Exercise goal:
The answer must be an exact copy of the entries that follow, with all images removed.

Items from a dataset:
************

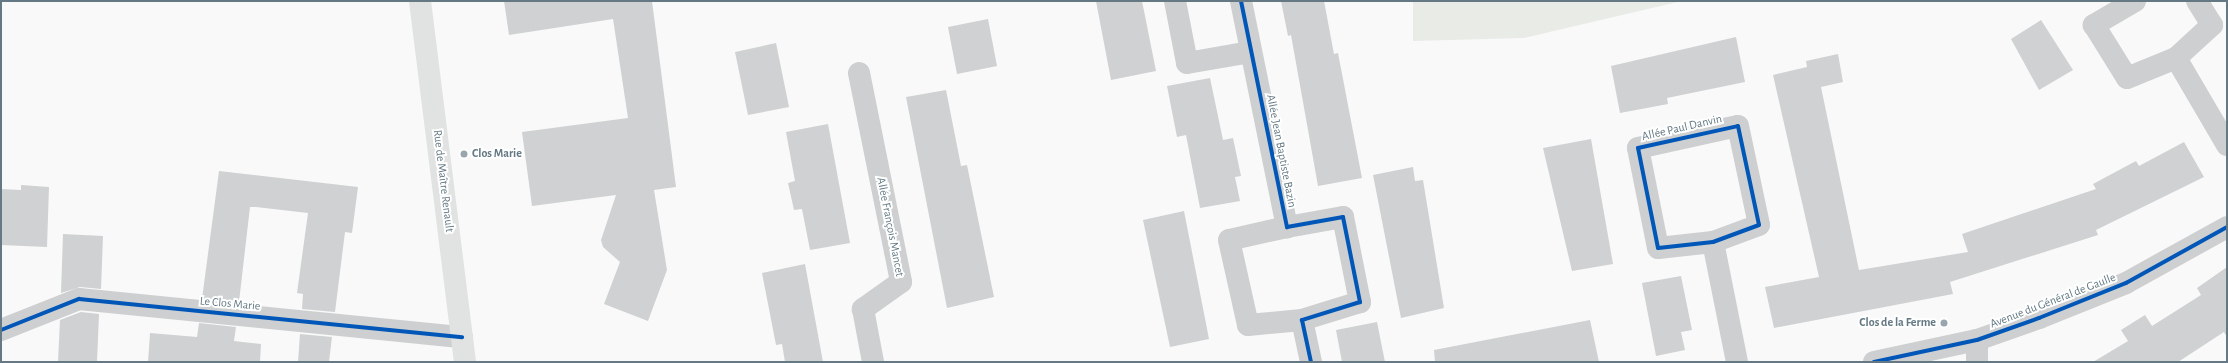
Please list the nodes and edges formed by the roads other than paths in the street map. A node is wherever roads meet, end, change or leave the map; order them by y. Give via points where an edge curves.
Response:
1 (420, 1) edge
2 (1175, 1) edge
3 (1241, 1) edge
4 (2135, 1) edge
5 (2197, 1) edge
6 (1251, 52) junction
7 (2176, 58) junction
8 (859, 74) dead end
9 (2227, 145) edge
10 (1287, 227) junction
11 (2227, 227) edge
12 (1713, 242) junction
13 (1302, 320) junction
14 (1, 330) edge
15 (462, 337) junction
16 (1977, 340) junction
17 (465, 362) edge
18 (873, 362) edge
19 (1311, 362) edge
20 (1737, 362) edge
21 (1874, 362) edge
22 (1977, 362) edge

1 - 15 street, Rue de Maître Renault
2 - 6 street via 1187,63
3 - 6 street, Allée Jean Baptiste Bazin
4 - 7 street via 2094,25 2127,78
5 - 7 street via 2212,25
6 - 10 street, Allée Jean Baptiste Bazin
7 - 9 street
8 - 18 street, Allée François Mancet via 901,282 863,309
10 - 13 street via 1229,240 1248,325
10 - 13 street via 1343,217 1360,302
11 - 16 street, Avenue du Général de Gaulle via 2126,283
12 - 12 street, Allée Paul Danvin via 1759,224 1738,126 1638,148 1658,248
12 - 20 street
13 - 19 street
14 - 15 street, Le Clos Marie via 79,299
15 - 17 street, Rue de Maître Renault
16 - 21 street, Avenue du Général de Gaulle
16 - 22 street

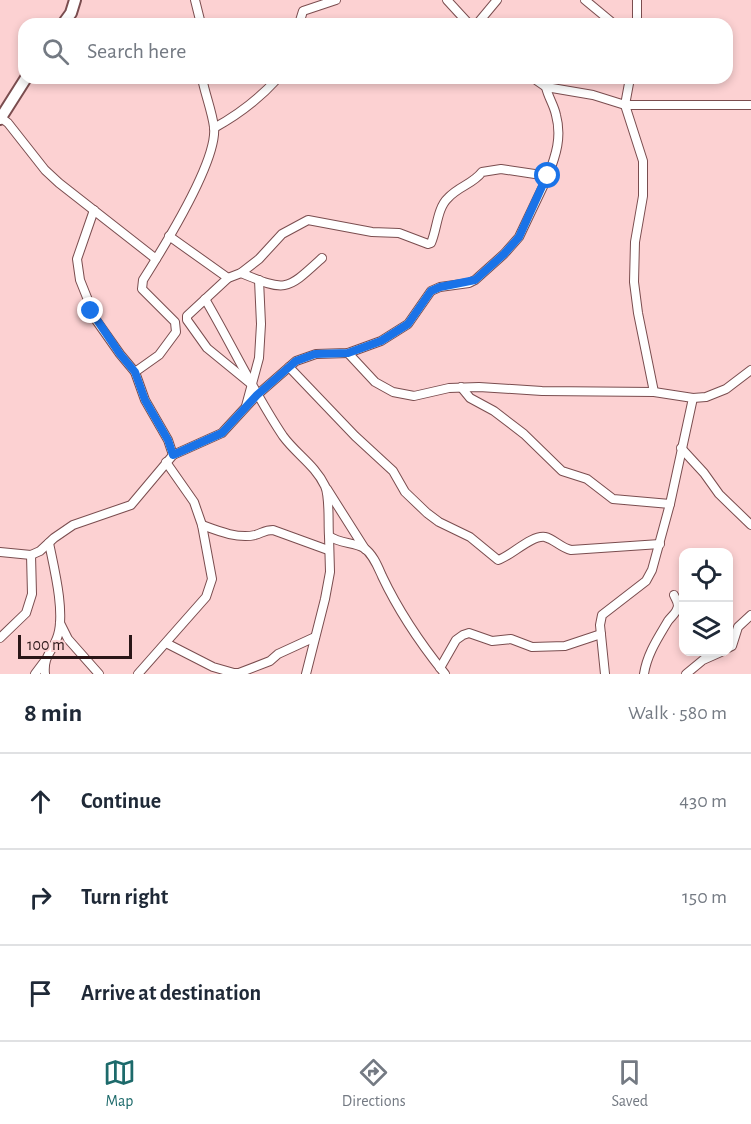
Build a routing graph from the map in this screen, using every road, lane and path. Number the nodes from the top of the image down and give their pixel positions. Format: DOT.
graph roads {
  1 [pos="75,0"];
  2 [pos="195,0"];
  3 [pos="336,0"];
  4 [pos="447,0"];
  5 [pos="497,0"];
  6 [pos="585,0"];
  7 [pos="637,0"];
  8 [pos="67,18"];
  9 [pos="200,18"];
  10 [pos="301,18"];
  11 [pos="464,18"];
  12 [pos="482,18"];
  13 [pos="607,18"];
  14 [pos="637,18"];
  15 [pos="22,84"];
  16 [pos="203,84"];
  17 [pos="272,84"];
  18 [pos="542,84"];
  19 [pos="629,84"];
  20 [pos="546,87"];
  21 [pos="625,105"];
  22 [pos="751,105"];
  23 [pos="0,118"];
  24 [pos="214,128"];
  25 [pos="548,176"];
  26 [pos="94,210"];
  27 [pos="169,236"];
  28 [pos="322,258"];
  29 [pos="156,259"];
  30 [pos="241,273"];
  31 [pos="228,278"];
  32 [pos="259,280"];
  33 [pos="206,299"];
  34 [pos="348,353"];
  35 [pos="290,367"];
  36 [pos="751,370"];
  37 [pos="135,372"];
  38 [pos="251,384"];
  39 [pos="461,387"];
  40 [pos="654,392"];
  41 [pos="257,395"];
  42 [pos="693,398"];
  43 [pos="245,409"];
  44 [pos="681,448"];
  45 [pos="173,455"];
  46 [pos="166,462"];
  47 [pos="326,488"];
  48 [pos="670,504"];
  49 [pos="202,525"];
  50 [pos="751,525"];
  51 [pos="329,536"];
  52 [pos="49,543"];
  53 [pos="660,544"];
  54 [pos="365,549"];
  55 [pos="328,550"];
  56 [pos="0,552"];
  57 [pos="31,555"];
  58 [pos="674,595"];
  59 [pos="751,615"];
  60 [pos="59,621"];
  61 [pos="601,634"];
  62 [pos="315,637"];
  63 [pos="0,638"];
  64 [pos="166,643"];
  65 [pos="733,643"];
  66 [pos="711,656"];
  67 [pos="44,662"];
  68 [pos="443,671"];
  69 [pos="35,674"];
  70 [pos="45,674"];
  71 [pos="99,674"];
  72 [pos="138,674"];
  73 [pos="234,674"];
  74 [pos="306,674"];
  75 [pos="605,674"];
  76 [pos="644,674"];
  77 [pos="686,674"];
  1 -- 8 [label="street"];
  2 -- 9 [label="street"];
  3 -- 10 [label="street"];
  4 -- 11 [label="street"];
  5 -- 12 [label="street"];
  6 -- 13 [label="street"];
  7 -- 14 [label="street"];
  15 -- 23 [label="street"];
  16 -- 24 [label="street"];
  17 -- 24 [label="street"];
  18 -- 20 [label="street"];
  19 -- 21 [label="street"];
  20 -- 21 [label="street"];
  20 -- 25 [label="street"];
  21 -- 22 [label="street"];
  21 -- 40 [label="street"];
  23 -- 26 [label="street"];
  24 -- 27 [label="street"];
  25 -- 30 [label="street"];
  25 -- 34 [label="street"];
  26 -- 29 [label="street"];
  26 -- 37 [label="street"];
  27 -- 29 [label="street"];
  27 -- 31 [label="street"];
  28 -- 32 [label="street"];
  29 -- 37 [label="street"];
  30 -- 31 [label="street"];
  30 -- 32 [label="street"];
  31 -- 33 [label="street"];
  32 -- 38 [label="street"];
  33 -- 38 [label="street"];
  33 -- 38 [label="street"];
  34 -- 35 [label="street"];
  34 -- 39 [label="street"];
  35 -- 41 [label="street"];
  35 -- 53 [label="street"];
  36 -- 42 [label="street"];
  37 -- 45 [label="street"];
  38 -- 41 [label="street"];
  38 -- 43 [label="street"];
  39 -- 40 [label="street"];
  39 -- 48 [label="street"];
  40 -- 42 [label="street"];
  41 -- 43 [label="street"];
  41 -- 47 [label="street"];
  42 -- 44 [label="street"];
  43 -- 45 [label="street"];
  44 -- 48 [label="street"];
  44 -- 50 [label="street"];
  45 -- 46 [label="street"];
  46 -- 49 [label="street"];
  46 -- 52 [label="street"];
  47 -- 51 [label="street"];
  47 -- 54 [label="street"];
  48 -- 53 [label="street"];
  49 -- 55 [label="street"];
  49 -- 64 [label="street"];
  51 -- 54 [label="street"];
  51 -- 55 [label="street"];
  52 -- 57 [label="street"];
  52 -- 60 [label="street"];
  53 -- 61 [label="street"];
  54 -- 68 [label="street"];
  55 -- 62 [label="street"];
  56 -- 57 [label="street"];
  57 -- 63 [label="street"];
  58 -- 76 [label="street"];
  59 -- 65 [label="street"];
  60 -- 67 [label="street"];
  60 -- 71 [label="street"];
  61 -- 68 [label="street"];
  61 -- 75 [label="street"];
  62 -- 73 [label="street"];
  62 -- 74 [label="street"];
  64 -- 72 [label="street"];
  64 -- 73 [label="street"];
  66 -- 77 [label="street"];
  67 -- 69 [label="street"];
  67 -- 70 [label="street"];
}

************

Reply:
Please list the nodes and edges formed by the roads other than paths in the street map. A node is wherever roads meet, end, change or leave the map; order them by y. Give via points where an edge curves.
Response:
1 (420, 1) edge
2 (1175, 1) edge
3 (1241, 1) edge
4 (2135, 1) edge
5 (2197, 1) edge
6 (1251, 52) junction
7 (2176, 58) junction
8 (859, 74) dead end
9 (2227, 145) edge
10 (1287, 227) junction
11 (2227, 227) edge
12 (1713, 242) junction
13 (1302, 320) junction
14 (1, 330) edge
15 (462, 337) junction
16 (1977, 340) junction
17 (465, 362) edge
18 (873, 362) edge
19 (1311, 362) edge
20 (1737, 362) edge
21 (1874, 362) edge
22 (1977, 362) edge

1 - 15 street, Rue de Maître Renault
2 - 6 street via 1187,63
3 - 6 street, Allée Jean Baptiste Bazin
4 - 7 street via 2094,25 2127,78
5 - 7 street via 2212,25
6 - 10 street, Allée Jean Baptiste Bazin
7 - 9 street
8 - 18 street, Allée François Mancet via 901,282 863,309
10 - 13 street via 1229,240 1248,325
10 - 13 street via 1343,217 1360,302
11 - 16 street, Avenue du Général de Gaulle via 2126,283
12 - 12 street, Allée Paul Danvin via 1759,224 1738,126 1638,148 1658,248
12 - 20 street
13 - 19 street
14 - 15 street, Le Clos Marie via 79,299
15 - 17 street, Rue de Maître Renault
16 - 21 street, Avenue du Général de Gaulle
16 - 22 street

Build a routing graph from the map in this screen, using every road, lane and path. Number the nodes from the top of the image down and give their pixel positions. Format: DOT.
graph roads {
  1 [pos="75,0"];
  2 [pos="195,0"];
  3 [pos="336,0"];
  4 [pos="447,0"];
  5 [pos="497,0"];
  6 [pos="585,0"];
  7 [pos="637,0"];
  8 [pos="67,18"];
  9 [pos="200,18"];
  10 [pos="301,18"];
  11 [pos="464,18"];
  12 [pos="482,18"];
  13 [pos="607,18"];
  14 [pos="637,18"];
  15 [pos="22,84"];
  16 [pos="203,84"];
  17 [pos="272,84"];
  18 [pos="542,84"];
  19 [pos="629,84"];
  20 [pos="546,87"];
  21 [pos="625,105"];
  22 [pos="751,105"];
  23 [pos="0,118"];
  24 [pos="214,128"];
  25 [pos="548,176"];
  26 [pos="94,210"];
  27 [pos="169,236"];
  28 [pos="322,258"];
  29 [pos="156,259"];
  30 [pos="241,273"];
  31 [pos="228,278"];
  32 [pos="259,280"];
  33 [pos="206,299"];
  34 [pos="348,353"];
  35 [pos="290,367"];
  36 [pos="751,370"];
  37 [pos="135,372"];
  38 [pos="251,384"];
  39 [pos="461,387"];
  40 [pos="654,392"];
  41 [pos="257,395"];
  42 [pos="693,398"];
  43 [pos="245,409"];
  44 [pos="681,448"];
  45 [pos="173,455"];
  46 [pos="166,462"];
  47 [pos="326,488"];
  48 [pos="670,504"];
  49 [pos="202,525"];
  50 [pos="751,525"];
  51 [pos="329,536"];
  52 [pos="49,543"];
  53 [pos="660,544"];
  54 [pos="365,549"];
  55 [pos="328,550"];
  56 [pos="0,552"];
  57 [pos="31,555"];
  58 [pos="674,595"];
  59 [pos="751,615"];
  60 [pos="59,621"];
  61 [pos="601,634"];
  62 [pos="315,637"];
  63 [pos="0,638"];
  64 [pos="166,643"];
  65 [pos="733,643"];
  66 [pos="711,656"];
  67 [pos="44,662"];
  68 [pos="443,671"];
  69 [pos="35,674"];
  70 [pos="45,674"];
  71 [pos="99,674"];
  72 [pos="138,674"];
  73 [pos="234,674"];
  74 [pos="306,674"];
  75 [pos="605,674"];
  76 [pos="644,674"];
  77 [pos="686,674"];
  1 -- 8 [label="street"];
  2 -- 9 [label="street"];
  3 -- 10 [label="street"];
  4 -- 11 [label="street"];
  5 -- 12 [label="street"];
  6 -- 13 [label="street"];
  7 -- 14 [label="street"];
  15 -- 23 [label="street"];
  16 -- 24 [label="street"];
  17 -- 24 [label="street"];
  18 -- 20 [label="street"];
  19 -- 21 [label="street"];
  20 -- 21 [label="street"];
  20 -- 25 [label="street"];
  21 -- 22 [label="street"];
  21 -- 40 [label="street"];
  23 -- 26 [label="street"];
  24 -- 27 [label="street"];
  25 -- 30 [label="street"];
  25 -- 34 [label="street"];
  26 -- 29 [label="street"];
  26 -- 37 [label="street"];
  27 -- 29 [label="street"];
  27 -- 31 [label="street"];
  28 -- 32 [label="street"];
  29 -- 37 [label="street"];
  30 -- 31 [label="street"];
  30 -- 32 [label="street"];
  31 -- 33 [label="street"];
  32 -- 38 [label="street"];
  33 -- 38 [label="street"];
  33 -- 38 [label="street"];
  34 -- 35 [label="street"];
  34 -- 39 [label="street"];
  35 -- 41 [label="street"];
  35 -- 53 [label="street"];
  36 -- 42 [label="street"];
  37 -- 45 [label="street"];
  38 -- 41 [label="street"];
  38 -- 43 [label="street"];
  39 -- 40 [label="street"];
  39 -- 48 [label="street"];
  40 -- 42 [label="street"];
  41 -- 43 [label="street"];
  41 -- 47 [label="street"];
  42 -- 44 [label="street"];
  43 -- 45 [label="street"];
  44 -- 48 [label="street"];
  44 -- 50 [label="street"];
  45 -- 46 [label="street"];
  46 -- 49 [label="street"];
  46 -- 52 [label="street"];
  47 -- 51 [label="street"];
  47 -- 54 [label="street"];
  48 -- 53 [label="street"];
  49 -- 55 [label="street"];
  49 -- 64 [label="street"];
  51 -- 54 [label="street"];
  51 -- 55 [label="street"];
  52 -- 57 [label="street"];
  52 -- 60 [label="street"];
  53 -- 61 [label="street"];
  54 -- 68 [label="street"];
  55 -- 62 [label="street"];
  56 -- 57 [label="street"];
  57 -- 63 [label="street"];
  58 -- 76 [label="street"];
  59 -- 65 [label="street"];
  60 -- 67 [label="street"];
  60 -- 71 [label="street"];
  61 -- 68 [label="street"];
  61 -- 75 [label="street"];
  62 -- 73 [label="street"];
  62 -- 74 [label="street"];
  64 -- 72 [label="street"];
  64 -- 73 [label="street"];
  66 -- 77 [label="street"];
  67 -- 69 [label="street"];
  67 -- 70 [label="street"];
}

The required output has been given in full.